Они дрались десятого, одиннадцатого, двенадцатого, тринадцатого, четырнадцатого, пятнадцатого, шестнадцатого января.
Котел, сжимаемый чугунными обручами, готов был лопнуть, но еще держался.
Девятнадцатого января в шестнадцать ноль-ноль генерал-полковник отправил фюреру радиограмму: "Сталинград нам больше не удержать. Умирающие с голоду, раненые и замерзающие от холода солдаты валяются на дорогах. Прошу разрешения пробиваться наличными силами на юго-запад и выслать самолет для вывоза специалистов. Из их списка меня исключить".
Фюрер не ответил.
В те же дни котел, не выдержав давления, взорвался и раскололся на две половины. Последняя посадочная площадка для самолетов оказалась в руках русских. На запад улетел последний транспортный самолет.
И словно в насмешку двадцатого января фюрер сообщил командующему дважды окруженной армии, что он отклоняет все пункты, изложенные в радиограмме от девятнадцатого.
Генерал-полковник замкнулся в себе. Он никого не пускал в свой кабинет, кроме Адама и Хайна, вернувшегося из штрафной роты. Даже врачу было запрещено тревожить его.
Но как-то Шмидт вломился к командующему. О чем они разговаривали, никто не знал. Наутро Шмидт приказал размножить и разослать в части приказ. Прочитав его, Адам ахнул. Он направился к генерал-полковнику, показал ему приказ.
- Виноват, эччеленца, я ничего не понимаю. Ведь это… Это же сплошная ложь. Зачем вы подписали?

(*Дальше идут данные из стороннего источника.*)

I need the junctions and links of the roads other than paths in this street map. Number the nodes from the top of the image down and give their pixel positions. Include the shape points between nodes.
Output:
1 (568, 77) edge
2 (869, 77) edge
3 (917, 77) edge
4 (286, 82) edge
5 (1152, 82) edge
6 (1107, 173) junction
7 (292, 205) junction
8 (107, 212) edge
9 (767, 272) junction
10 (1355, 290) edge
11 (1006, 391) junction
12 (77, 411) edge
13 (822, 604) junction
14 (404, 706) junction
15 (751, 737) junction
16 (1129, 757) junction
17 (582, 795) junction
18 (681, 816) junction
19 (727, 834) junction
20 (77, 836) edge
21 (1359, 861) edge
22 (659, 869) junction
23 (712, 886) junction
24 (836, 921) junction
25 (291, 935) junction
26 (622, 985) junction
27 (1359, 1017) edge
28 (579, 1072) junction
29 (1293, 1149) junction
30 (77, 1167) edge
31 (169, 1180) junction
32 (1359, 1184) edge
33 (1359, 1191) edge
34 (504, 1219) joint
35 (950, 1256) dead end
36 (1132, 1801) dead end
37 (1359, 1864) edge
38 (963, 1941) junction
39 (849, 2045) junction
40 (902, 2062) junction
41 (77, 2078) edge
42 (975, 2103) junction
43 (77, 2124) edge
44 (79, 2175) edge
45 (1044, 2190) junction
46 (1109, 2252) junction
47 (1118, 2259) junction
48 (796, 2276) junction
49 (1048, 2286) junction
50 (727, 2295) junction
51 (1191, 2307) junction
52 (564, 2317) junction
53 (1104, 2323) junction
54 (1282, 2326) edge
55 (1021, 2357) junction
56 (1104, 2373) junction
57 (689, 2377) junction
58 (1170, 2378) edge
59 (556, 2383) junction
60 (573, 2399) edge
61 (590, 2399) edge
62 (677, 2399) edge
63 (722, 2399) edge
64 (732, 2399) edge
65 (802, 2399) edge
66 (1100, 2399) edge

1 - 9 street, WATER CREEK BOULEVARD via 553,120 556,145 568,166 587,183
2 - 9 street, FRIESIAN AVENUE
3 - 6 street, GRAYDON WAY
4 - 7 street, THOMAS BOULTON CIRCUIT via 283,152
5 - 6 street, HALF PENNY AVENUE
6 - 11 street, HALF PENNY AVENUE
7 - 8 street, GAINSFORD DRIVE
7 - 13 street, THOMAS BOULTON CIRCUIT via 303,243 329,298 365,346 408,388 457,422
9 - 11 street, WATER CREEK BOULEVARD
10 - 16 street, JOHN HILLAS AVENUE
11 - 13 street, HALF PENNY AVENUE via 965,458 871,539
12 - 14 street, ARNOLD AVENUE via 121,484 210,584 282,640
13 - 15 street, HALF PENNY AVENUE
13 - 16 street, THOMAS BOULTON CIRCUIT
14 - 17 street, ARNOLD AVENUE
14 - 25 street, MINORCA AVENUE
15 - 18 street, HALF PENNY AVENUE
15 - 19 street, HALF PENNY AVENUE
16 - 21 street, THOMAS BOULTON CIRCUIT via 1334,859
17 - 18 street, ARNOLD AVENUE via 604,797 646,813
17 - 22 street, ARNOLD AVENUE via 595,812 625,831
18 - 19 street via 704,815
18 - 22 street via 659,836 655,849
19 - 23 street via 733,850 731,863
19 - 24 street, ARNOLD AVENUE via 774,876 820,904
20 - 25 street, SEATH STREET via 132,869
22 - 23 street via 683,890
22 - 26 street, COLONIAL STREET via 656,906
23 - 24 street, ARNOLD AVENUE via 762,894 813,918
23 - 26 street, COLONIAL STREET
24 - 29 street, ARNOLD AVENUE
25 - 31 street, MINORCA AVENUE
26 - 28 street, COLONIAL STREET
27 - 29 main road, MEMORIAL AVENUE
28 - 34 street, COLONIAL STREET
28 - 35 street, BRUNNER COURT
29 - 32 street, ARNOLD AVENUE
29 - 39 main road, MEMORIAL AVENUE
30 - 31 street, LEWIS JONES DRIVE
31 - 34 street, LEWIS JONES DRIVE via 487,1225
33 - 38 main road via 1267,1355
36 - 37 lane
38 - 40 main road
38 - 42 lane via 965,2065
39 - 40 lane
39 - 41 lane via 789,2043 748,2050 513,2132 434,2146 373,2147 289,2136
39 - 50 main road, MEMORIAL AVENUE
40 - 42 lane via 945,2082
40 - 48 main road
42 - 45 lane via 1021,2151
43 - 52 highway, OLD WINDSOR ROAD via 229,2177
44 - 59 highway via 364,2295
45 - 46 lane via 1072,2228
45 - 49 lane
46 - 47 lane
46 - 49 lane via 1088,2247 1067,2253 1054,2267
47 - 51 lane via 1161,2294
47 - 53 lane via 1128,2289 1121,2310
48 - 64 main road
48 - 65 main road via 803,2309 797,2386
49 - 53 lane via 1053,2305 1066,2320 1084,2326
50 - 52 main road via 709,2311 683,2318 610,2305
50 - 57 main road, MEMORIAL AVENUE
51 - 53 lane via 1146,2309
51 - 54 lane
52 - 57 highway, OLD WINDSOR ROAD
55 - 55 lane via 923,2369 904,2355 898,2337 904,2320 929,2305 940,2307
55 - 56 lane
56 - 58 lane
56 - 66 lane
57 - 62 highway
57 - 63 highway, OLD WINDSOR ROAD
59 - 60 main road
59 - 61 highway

- Так нужно, - выдавил генерал-полковник. - Так нужно, Адам. Видите ли… - Он скривил губы. - Кое-кто начал подозревать в пораженческих настроениях меня и тех, кто рядом со мной и кому я особенно доверяю. - Он не смел глядеть в глаза адъютанту.
Адам отдал честь и ушел. Он знал, чье это дело. Но он не имел права осуждать шефа - слабости человеческие присущи всем. И разослал приказ в части. А в нем говорилось, что "за последнее время русские неоднократно пытались вступить в переговоры с армией и с подчиненными ей частями. Их цель вполне ясна: с помощью обещаний в ходе переговоров о сдаче в плен надломить нашу волю к сопротивлению. Мы все знаем, что грозит нам, если армия прекратит сопротивление: большинство из нас ждет верная смерть либо от вражеской пули, либо от голода и страданий в позорном сибирском плену. Но одно точно: кто сдастся в плен, тот никогда больше не увидит своих близких. У нас есть только один выход: бороться до последнего патрона, несмотря на усиливающиеся холода и голод. Поэтому всякие попытки вести переговоры следует отклонять, оставлять без ответа, а парламентеров прогонять огнем. В остальном мы будем и в дальнейшем твердо надеяться на избавление, которое находится уже на пути к нам…".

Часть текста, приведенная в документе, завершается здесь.